The 10th Circuit Court of Appeals recently reviewed the actions taken by the Federal Reserve System's Board of Governors (Board) against Frank Smith and Mark Kiolbasa, former employees of Farmers State Bank. The misconduct that occurred at their previous workplace led to severe consequences. Both individuals were stripped of their positions as officers and directors at Farmers Bank. These actions were not taken lightly and resulted from a thorough investigation and due process. This case is a powerful reminder of the importance of maintaining integrity and ethical conduct in the banking industry.

The Petitioners contested the authority of the Board to act against them. They argued that the Board had no power to start enforcement proceedings and that the FDIC, the proper federal banking agency for Central Bank & Trust, held jurisdiction. However, the court ruled for the Board, affirming its status as a legitimate federal banking agency with the authority to start such proceedings. In addition, the court chose not to review the Petitioners' Appointments Clause challenge, further solidifying the Board's authority in this matter.

The Federal Deposit Insurance Act (FDIA) grants federal banking agencies the responsibility of defining and enforcing standards within the banking industry. These agencies include the Board, the Office of the Comptroller of the Currency (OCC), and the FDIC. The agencies have the authority to remove officers, directors, and executives in cases of misconduct, as well as prohibit their future participation in the industry. These standards are in place to protect the integrity and stability of the banking sector, ensuring those who engage in misconduct are held accountable.

Originally, the Petitioners were executives at Central Bank & Trust, a state bank supervised by the FDIC. As Institution-Affiliated Parties (IAP), they were subject to potential removal by the "appropriate Federal banking agency" for any misconduct. However, they left Central Bank & Trust and joined Farmers State Bank, a state bank and member of the Federal Reserve System (FRS). This transition led to a lawsuit filed against them by Central Bank & Trust, alleging breaches of fiduciary duties.

During the legal proceedings, the Petitioners argued that the Board lacked the authority to start an enforcement action against them, as they believed that the FDIC held jurisdiction. However, the Board asserted its authority as the proper federal banking agency for IAPs associated with a Board-supervised bank, even if the misconduct occurred at a bank supervised by a different federal banking agency. The court agreed with the Board's interpretation, as it aligned with the plain language of the FDIA.

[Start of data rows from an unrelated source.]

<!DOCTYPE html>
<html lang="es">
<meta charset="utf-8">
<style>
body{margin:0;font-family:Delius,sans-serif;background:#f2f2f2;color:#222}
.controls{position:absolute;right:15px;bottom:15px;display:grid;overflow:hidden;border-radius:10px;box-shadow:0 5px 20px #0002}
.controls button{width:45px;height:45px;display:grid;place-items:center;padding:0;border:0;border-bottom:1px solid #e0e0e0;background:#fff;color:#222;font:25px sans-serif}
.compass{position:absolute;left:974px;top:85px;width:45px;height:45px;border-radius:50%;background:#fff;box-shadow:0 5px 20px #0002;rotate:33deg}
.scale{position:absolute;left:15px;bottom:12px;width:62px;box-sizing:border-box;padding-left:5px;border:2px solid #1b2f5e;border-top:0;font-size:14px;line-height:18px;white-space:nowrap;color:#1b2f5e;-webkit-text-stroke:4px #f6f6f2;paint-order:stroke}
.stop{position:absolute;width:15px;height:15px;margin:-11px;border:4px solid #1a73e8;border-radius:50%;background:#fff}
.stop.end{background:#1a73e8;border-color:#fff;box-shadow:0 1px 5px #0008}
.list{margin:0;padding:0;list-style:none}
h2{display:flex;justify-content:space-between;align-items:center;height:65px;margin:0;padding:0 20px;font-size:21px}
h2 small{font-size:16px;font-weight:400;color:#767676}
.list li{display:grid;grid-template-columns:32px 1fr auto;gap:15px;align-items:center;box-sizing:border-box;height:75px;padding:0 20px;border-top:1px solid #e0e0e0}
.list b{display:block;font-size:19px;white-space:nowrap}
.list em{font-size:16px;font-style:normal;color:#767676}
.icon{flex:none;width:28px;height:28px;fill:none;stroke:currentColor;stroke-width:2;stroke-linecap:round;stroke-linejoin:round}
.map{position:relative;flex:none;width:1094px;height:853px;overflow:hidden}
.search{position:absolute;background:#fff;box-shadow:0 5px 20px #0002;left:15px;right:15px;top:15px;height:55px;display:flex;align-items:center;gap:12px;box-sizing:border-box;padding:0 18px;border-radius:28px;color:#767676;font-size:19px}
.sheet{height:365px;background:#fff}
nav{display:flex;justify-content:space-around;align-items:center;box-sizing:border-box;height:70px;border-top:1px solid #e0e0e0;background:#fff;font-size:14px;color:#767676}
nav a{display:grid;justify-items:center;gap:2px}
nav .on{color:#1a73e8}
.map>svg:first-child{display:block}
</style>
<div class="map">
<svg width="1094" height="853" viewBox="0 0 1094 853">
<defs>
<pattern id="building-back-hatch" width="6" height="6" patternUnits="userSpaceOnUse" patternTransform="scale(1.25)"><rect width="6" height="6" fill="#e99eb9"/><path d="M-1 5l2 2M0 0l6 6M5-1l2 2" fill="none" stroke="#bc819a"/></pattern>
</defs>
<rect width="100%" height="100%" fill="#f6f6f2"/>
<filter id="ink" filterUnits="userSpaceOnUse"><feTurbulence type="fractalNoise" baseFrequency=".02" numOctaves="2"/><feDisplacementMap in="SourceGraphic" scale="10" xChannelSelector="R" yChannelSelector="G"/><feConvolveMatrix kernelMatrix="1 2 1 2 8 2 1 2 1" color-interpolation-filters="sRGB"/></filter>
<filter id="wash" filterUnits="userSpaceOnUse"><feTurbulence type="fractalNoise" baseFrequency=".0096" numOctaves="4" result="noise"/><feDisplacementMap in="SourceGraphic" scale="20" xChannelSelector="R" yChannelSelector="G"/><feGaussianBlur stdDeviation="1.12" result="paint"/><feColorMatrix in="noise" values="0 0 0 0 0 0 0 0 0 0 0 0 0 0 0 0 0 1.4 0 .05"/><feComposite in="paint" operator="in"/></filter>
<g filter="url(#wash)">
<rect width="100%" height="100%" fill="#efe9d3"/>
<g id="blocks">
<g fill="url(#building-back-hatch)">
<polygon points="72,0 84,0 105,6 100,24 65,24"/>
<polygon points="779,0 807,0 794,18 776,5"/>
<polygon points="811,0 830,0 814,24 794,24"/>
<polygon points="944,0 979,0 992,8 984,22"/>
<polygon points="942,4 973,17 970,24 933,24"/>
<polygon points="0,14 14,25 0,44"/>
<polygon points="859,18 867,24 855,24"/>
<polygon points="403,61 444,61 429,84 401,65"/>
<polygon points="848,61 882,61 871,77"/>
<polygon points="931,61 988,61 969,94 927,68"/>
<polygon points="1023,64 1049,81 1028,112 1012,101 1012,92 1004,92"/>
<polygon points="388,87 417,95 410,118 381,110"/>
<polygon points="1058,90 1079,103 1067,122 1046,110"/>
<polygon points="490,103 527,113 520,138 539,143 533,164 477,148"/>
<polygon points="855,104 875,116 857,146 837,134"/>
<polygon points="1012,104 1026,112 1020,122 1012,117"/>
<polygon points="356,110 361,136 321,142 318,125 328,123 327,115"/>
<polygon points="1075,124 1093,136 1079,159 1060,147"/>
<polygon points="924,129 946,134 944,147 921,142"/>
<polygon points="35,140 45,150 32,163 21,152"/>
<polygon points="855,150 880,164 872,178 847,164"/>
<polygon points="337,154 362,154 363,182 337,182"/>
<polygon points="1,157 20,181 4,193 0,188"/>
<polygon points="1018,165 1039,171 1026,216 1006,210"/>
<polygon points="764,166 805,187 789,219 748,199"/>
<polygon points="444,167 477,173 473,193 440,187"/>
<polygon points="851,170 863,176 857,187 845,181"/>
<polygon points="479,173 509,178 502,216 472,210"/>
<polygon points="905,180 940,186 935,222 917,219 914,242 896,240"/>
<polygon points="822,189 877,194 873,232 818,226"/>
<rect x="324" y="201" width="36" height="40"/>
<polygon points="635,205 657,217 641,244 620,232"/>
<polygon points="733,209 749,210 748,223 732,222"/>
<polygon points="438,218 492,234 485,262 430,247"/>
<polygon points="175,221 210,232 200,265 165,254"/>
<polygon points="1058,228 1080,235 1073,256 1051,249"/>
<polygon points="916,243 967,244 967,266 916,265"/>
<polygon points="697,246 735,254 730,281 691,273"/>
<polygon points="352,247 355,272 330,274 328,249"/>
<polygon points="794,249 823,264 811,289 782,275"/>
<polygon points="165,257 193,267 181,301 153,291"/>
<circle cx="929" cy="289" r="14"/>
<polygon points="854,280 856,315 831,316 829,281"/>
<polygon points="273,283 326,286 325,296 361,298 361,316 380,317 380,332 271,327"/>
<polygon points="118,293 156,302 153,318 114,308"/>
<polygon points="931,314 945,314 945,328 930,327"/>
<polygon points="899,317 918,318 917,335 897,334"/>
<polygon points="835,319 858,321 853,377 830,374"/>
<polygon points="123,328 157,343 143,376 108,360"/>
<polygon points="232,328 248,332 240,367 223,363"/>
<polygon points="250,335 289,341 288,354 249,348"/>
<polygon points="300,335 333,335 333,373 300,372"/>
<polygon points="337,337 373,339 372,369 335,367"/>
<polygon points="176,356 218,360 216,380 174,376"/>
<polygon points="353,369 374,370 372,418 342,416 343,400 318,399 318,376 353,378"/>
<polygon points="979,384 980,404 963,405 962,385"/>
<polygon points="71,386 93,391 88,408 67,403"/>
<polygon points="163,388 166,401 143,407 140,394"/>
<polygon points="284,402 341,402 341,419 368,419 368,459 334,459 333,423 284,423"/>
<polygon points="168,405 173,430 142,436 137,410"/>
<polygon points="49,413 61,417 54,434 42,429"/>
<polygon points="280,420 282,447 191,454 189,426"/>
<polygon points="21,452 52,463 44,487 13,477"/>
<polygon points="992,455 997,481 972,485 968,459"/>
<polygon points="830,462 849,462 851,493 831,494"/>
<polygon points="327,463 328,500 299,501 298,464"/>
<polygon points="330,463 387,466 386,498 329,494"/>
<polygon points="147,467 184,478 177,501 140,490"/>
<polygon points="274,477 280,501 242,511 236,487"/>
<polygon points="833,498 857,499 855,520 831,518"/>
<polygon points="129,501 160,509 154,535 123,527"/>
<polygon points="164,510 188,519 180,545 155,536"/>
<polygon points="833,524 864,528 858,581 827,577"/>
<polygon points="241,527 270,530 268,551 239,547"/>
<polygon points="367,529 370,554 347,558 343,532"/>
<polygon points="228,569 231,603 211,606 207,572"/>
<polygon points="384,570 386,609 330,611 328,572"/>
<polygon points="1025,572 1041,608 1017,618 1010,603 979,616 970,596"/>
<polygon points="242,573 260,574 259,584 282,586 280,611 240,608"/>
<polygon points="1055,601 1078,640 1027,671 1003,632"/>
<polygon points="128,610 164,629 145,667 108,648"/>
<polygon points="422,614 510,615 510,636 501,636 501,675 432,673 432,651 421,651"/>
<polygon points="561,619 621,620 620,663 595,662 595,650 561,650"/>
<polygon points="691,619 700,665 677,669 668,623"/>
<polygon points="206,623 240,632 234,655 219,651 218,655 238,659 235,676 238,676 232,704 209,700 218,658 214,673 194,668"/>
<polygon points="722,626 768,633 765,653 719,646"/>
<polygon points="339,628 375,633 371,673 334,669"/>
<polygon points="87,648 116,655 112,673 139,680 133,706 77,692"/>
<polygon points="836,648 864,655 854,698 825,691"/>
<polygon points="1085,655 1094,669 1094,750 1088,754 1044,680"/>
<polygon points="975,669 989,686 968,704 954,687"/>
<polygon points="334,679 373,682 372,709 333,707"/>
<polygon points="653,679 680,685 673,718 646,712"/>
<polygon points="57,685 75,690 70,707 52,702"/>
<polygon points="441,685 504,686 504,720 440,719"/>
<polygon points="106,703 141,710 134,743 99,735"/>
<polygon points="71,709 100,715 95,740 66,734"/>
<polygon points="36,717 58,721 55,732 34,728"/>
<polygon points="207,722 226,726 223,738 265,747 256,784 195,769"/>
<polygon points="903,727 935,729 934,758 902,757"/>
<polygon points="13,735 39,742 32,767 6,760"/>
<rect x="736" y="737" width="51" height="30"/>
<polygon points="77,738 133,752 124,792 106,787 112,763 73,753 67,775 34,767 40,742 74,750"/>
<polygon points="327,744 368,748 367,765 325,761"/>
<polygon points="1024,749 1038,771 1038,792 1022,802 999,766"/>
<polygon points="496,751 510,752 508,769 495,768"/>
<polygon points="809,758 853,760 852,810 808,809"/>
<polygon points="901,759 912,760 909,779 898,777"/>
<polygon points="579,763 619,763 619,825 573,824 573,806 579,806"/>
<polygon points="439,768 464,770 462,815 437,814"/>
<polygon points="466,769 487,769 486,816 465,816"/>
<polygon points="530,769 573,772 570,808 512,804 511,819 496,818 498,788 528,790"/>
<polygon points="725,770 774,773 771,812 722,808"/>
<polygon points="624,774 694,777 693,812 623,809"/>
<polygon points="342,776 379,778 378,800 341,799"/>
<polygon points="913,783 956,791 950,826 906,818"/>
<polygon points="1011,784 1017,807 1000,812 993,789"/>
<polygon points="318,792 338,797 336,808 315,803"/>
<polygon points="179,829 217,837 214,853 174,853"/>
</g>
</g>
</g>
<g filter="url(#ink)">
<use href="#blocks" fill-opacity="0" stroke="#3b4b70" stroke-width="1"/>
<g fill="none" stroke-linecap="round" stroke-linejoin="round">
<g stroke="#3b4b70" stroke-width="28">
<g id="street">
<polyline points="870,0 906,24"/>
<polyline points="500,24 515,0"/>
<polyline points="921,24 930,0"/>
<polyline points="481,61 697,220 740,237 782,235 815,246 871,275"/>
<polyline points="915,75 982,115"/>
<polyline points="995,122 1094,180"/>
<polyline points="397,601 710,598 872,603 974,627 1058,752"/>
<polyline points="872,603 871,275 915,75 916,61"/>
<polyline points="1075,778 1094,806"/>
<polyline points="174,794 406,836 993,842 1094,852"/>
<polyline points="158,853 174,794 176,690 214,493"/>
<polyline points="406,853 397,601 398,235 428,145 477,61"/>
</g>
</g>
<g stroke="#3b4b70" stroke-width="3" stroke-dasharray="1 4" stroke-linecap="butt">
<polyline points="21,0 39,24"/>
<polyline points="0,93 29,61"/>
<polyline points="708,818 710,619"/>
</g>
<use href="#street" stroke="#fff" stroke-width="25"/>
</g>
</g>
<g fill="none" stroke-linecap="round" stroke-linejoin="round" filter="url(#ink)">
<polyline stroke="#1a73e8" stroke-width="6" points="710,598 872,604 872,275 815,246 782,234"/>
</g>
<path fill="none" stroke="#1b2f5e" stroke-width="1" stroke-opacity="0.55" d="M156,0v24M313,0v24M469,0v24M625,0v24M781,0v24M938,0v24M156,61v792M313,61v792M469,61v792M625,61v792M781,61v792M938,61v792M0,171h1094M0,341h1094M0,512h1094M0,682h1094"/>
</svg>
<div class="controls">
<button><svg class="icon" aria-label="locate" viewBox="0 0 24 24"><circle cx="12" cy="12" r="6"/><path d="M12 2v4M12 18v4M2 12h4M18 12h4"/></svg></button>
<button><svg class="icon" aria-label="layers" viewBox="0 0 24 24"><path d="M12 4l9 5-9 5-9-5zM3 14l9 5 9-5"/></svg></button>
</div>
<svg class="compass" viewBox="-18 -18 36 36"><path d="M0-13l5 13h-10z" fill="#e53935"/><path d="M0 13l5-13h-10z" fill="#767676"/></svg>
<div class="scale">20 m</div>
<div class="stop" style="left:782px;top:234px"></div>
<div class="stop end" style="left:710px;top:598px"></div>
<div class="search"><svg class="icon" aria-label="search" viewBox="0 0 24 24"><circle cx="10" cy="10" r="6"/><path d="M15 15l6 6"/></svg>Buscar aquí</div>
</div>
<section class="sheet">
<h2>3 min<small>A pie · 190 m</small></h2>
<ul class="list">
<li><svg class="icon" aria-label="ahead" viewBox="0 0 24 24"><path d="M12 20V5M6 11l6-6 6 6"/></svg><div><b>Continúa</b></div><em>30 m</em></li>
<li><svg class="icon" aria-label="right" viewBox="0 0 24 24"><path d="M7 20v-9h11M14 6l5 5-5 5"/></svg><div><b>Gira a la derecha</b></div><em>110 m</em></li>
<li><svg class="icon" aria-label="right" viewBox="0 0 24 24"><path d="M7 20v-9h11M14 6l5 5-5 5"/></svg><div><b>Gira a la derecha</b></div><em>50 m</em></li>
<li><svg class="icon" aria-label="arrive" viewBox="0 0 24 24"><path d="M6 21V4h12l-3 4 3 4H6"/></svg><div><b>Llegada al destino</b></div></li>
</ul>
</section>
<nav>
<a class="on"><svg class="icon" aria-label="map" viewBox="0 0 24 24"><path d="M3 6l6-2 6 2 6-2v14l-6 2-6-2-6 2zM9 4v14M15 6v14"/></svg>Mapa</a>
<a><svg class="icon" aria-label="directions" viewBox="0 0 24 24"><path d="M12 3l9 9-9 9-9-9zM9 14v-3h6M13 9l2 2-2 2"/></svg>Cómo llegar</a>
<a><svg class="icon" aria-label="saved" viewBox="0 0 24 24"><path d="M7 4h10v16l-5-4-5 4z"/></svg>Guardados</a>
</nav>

In their appeal, the Petitioners also raised an Appointments Clause challenge. However, the court did not address the substance of their claim, as they did not raise this issue before the Board. The court emphasized that the Petitioners had the opportunity to raise the issue during the appeal process but neglected to do so. They also argued that it would have been futile to raise the issue. The court dismissed this argument, stating that the agency regulations required them to raise the issue before the Board. Their Appointments Clause challenge was effectively surrendered and was given no further consideration.

The actions taken by the Board of Governors of the Federal Reserve System against Frank Smith and Mark Kiolbasa serve as a powerful testament to the unwavering commitment of federal banking agencies to uphold the integrity and ethical standards within the banking industry. The recent court ruling affirming the Board's authority reinforces these agencies' legitimacy and effectiveness in initiating enforcement proceedings. It is crucial for individuals working in the banking sector to comprehend the severe consequences of misconduct and the formidable power of federal banking agencies in ensuring accountability.